#### PROBLEM STATEMENT:
Word for word, repeat the records, leaving every picture behind.

Stored items:
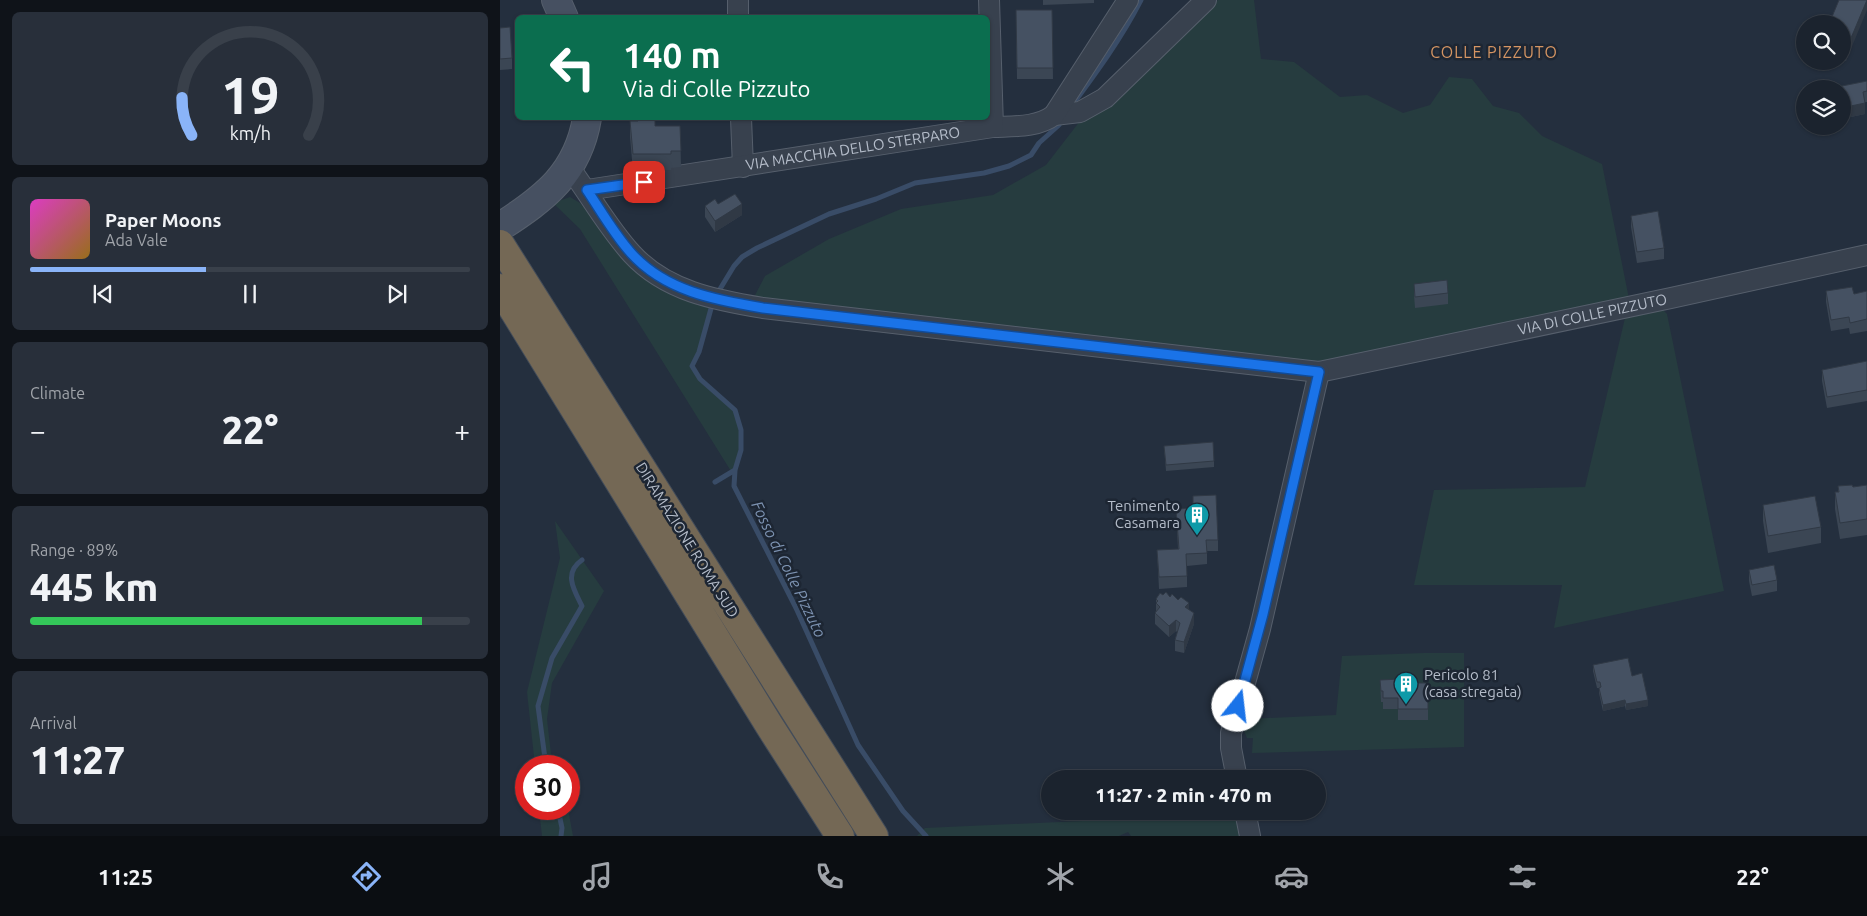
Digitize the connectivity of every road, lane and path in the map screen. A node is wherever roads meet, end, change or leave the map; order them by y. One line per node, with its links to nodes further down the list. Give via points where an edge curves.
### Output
1 (556, 0): 6 (street)
2 (738, 0): 7 (street)
3 (988, 0): 8 (street)
4 (1128, 0): 10 (street)
5 (1206, 0): 10 (street, VIA MACCHIA DELLO STERPARO, via 1105,98 1080,112)
6 (563, 15)
7 (738, 15)
8 (989, 15)
9 (990, 42): 13 (street)
10 (1054, 115): 13 (street, VIA MACCHIA DELLO STERPARO, via 1037,123)
11 (586, 120): 14 (street, via 578,151)
12 (741, 120): 15 (street)
13 (994, 127): 15 (street, VIA MACCHIA DELLO STERPARO)
14 (569, 167): 16 (street, VIA DI COLLE PIZZUTO); 17 (street, via 548,193)
15 (743, 167): 16 (street, VIA MACCHIA DELLO STERPARO)
16 (587, 190): 21 (street, VIA DI COLLE PIZZUTO, via 620,240 646,267 670,283 712,299 763,308)
17 (500, 227)
18 (500, 244): 25 (highway, DIRAMAZIONE ROMA SUD)
19 (1867, 255): 21 (street, VIA DI COLLE PIZZUTO)
20 (500, 288): 24 (highway, DIRAMAZIONE ROMA SUD)
21 (1319, 372): 22 (street, via 1262,621 1231,733)
22 (1235, 770)
23 (1247, 820): 26 (street)
24 (840, 836)
25 (874, 836)
26 (1250, 836)

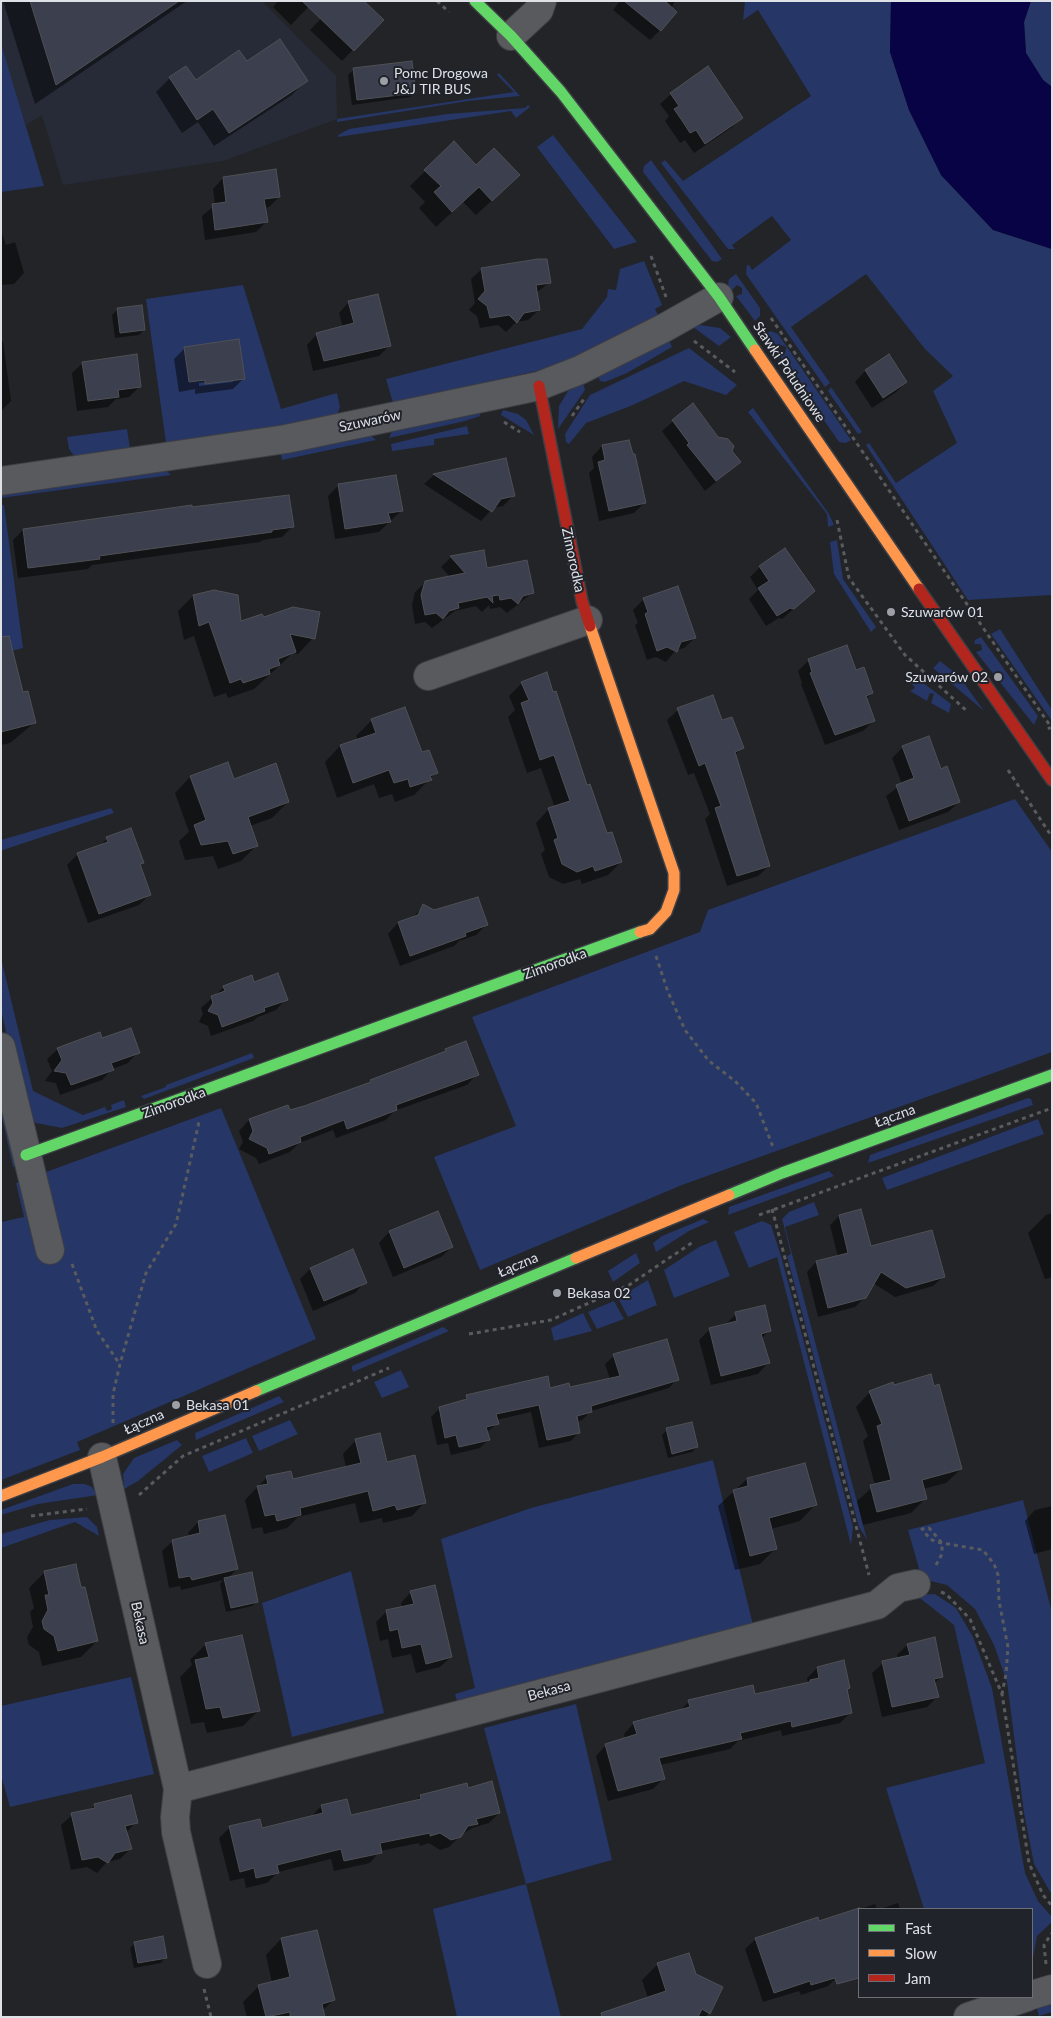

#### RESPONSE BOX:
Digitize the connectivity of every road, lane and path in the map screen. A node is wherever roads meet, end, change or leave the map; order them by y. One line per node, with its links to nodes further down the list. Give via points where an edge curves.
### Output
1 (556, 0): 6 (street)
2 (738, 0): 7 (street)
3 (988, 0): 8 (street)
4 (1128, 0): 10 (street)
5 (1206, 0): 10 (street, VIA MACCHIA DELLO STERPARO, via 1105,98 1080,112)
6 (563, 15)
7 (738, 15)
8 (989, 15)
9 (990, 42): 13 (street)
10 (1054, 115): 13 (street, VIA MACCHIA DELLO STERPARO, via 1037,123)
11 (586, 120): 14 (street, via 578,151)
12 (741, 120): 15 (street)
13 (994, 127): 15 (street, VIA MACCHIA DELLO STERPARO)
14 (569, 167): 16 (street, VIA DI COLLE PIZZUTO); 17 (street, via 548,193)
15 (743, 167): 16 (street, VIA MACCHIA DELLO STERPARO)
16 (587, 190): 21 (street, VIA DI COLLE PIZZUTO, via 620,240 646,267 670,283 712,299 763,308)
17 (500, 227)
18 (500, 244): 25 (highway, DIRAMAZIONE ROMA SUD)
19 (1867, 255): 21 (street, VIA DI COLLE PIZZUTO)
20 (500, 288): 24 (highway, DIRAMAZIONE ROMA SUD)
21 (1319, 372): 22 (street, via 1262,621 1231,733)
22 (1235, 770)
23 (1247, 820): 26 (street)
24 (840, 836)
25 (874, 836)
26 (1250, 836)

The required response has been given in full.